> [Assignment]:
Report all lines in the records that hold the string "COURT".

> [Data under study]:
☆ ☆ ☆ ☆

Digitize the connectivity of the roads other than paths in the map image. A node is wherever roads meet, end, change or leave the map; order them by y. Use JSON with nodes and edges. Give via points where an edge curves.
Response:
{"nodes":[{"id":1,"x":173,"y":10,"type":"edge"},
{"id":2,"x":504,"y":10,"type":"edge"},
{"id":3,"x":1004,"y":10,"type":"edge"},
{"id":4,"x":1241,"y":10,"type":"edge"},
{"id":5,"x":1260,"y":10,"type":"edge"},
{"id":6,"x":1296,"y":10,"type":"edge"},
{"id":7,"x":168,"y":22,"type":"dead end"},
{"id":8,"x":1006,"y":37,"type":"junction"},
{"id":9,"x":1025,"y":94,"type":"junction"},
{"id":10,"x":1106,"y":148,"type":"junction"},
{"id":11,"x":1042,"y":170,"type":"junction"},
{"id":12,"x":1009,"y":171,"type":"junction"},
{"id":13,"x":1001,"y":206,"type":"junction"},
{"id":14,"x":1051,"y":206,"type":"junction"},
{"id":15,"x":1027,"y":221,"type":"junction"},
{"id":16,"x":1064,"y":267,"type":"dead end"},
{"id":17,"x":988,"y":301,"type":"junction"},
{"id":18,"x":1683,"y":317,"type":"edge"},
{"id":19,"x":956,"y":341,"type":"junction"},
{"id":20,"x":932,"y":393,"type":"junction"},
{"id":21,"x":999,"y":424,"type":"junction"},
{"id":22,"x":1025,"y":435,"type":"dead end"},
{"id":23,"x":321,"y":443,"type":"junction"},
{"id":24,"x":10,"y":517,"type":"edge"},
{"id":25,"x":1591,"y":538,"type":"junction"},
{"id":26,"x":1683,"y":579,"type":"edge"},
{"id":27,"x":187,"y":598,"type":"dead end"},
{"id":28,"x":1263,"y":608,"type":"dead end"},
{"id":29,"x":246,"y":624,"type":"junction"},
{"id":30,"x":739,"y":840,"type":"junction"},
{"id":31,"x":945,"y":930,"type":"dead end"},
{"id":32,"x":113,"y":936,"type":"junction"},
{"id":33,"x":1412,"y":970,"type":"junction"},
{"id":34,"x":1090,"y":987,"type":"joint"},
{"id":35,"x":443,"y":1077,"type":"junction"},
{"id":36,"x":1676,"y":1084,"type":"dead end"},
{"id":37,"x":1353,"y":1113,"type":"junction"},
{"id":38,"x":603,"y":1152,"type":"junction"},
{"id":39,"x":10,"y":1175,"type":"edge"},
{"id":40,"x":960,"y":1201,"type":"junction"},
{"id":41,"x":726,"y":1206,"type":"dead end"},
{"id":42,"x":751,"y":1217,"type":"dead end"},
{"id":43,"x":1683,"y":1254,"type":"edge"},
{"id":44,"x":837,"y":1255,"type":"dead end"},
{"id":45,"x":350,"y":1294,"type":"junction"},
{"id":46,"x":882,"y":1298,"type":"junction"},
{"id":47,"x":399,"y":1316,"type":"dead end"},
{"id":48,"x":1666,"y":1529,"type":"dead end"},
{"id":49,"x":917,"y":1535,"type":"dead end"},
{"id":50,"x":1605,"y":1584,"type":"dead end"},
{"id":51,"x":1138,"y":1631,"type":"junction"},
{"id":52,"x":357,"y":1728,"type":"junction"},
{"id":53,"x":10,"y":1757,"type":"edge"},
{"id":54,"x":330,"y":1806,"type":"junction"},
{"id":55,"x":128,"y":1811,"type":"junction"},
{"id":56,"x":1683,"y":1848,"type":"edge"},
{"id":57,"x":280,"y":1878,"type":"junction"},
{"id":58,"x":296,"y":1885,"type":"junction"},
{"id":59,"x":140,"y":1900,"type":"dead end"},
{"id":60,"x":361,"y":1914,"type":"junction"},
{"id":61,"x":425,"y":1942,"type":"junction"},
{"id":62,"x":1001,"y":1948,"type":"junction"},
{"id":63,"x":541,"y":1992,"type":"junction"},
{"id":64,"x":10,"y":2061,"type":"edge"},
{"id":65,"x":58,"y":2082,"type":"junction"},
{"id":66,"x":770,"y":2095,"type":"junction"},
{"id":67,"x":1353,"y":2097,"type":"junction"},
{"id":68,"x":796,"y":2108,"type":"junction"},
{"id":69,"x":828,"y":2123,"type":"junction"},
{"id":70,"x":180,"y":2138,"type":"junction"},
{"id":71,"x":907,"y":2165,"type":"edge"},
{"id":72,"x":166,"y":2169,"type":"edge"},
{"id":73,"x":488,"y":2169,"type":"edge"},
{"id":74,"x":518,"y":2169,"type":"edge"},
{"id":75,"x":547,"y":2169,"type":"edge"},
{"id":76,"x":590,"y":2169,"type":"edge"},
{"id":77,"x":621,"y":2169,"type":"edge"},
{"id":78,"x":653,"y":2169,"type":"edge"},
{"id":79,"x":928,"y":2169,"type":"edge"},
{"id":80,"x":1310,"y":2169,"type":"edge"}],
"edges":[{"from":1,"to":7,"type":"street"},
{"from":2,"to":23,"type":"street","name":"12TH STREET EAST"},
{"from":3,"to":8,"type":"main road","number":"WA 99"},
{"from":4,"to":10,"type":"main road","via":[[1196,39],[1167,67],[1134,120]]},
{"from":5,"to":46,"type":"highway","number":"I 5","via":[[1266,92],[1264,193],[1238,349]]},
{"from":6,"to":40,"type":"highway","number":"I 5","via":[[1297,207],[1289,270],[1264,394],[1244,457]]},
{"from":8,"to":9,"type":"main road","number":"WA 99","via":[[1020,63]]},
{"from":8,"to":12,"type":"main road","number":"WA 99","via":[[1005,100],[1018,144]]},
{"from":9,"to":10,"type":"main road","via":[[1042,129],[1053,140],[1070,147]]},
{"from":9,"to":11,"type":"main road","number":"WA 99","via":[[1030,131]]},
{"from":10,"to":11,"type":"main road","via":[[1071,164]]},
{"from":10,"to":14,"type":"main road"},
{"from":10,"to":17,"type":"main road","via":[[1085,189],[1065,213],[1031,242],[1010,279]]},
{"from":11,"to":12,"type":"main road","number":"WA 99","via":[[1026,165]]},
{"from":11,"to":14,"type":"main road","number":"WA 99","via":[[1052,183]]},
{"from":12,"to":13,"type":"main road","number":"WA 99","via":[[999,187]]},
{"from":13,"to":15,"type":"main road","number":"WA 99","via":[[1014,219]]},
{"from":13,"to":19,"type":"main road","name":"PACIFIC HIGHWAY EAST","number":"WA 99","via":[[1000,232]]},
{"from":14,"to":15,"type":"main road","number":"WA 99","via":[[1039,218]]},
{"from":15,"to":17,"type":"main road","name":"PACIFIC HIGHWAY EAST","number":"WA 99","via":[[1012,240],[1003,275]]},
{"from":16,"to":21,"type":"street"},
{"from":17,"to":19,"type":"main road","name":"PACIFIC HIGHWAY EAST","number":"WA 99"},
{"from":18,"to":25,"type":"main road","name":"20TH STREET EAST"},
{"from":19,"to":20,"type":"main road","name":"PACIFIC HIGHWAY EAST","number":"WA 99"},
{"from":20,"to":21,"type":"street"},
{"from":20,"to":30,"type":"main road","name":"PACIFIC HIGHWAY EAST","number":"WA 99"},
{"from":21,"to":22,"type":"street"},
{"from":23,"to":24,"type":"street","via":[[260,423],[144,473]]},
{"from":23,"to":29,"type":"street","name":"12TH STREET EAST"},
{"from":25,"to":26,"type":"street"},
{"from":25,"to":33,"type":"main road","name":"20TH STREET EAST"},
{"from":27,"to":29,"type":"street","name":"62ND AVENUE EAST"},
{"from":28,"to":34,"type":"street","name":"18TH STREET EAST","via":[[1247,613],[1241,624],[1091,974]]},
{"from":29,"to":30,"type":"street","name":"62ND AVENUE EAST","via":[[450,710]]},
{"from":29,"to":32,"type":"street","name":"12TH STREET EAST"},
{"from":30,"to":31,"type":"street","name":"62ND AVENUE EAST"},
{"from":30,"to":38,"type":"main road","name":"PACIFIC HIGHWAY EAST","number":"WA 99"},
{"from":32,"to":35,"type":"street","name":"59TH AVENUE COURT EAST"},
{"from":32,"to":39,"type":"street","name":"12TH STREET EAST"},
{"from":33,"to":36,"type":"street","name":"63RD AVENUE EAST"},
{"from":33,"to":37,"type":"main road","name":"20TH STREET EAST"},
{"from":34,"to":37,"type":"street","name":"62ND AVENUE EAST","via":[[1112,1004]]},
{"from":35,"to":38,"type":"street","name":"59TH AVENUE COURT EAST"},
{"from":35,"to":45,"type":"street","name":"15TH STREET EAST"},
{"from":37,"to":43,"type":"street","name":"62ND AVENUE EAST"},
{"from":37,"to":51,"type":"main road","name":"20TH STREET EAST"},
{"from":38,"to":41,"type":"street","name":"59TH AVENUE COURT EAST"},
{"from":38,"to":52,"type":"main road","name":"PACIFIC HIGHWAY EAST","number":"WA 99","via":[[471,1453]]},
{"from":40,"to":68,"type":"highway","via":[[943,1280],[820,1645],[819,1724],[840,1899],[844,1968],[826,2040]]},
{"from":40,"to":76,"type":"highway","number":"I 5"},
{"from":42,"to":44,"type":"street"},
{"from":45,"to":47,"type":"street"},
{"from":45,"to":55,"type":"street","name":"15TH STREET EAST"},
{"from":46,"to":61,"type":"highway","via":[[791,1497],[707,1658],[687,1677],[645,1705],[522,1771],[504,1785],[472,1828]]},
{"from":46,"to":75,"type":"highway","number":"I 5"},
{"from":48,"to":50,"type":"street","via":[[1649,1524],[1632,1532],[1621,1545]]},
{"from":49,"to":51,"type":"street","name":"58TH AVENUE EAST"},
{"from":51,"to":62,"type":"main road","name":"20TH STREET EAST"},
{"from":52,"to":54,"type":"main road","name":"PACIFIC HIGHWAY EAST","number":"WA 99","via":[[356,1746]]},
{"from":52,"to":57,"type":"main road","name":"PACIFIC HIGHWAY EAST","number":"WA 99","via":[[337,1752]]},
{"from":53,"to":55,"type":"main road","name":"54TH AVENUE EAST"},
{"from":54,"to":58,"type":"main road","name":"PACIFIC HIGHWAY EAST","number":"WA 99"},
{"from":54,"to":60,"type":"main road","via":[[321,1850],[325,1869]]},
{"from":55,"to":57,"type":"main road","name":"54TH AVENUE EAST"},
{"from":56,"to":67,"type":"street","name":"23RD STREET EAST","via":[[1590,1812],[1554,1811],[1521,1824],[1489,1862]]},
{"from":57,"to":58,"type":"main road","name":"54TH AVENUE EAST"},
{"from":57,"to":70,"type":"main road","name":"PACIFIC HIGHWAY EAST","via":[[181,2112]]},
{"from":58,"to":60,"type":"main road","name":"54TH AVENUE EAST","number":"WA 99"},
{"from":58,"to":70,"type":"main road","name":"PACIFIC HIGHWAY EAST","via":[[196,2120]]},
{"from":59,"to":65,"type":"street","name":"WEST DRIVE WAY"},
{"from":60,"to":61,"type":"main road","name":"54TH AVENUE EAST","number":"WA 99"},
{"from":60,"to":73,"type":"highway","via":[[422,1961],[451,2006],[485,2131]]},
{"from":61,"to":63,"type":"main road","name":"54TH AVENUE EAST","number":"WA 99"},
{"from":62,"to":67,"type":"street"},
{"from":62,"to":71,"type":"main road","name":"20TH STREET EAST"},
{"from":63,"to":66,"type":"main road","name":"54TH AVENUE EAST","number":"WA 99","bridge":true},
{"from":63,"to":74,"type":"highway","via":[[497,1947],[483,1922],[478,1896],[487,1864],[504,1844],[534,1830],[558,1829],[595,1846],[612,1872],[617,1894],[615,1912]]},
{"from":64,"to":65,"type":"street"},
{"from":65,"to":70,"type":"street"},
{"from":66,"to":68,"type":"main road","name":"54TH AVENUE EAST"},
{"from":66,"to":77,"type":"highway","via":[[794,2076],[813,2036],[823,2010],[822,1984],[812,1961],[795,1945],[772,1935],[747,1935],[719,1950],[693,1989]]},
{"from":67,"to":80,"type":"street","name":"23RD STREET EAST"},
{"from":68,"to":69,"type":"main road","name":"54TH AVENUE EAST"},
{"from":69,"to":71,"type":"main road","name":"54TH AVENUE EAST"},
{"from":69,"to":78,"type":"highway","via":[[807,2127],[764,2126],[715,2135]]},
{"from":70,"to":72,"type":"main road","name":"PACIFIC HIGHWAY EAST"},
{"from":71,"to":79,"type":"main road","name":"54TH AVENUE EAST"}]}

☆ ☆ ☆ ☆

> [Result for this exercise]:
{"from":32,"to":35,"type":"street","name":"59TH AVENUE COURT EAST"},
{"from":35,"to":38,"type":"street","name":"59TH AVENUE COURT EAST"},
{"from":38,"to":41,"type":"street","name":"59TH AVENUE COURT EAST"},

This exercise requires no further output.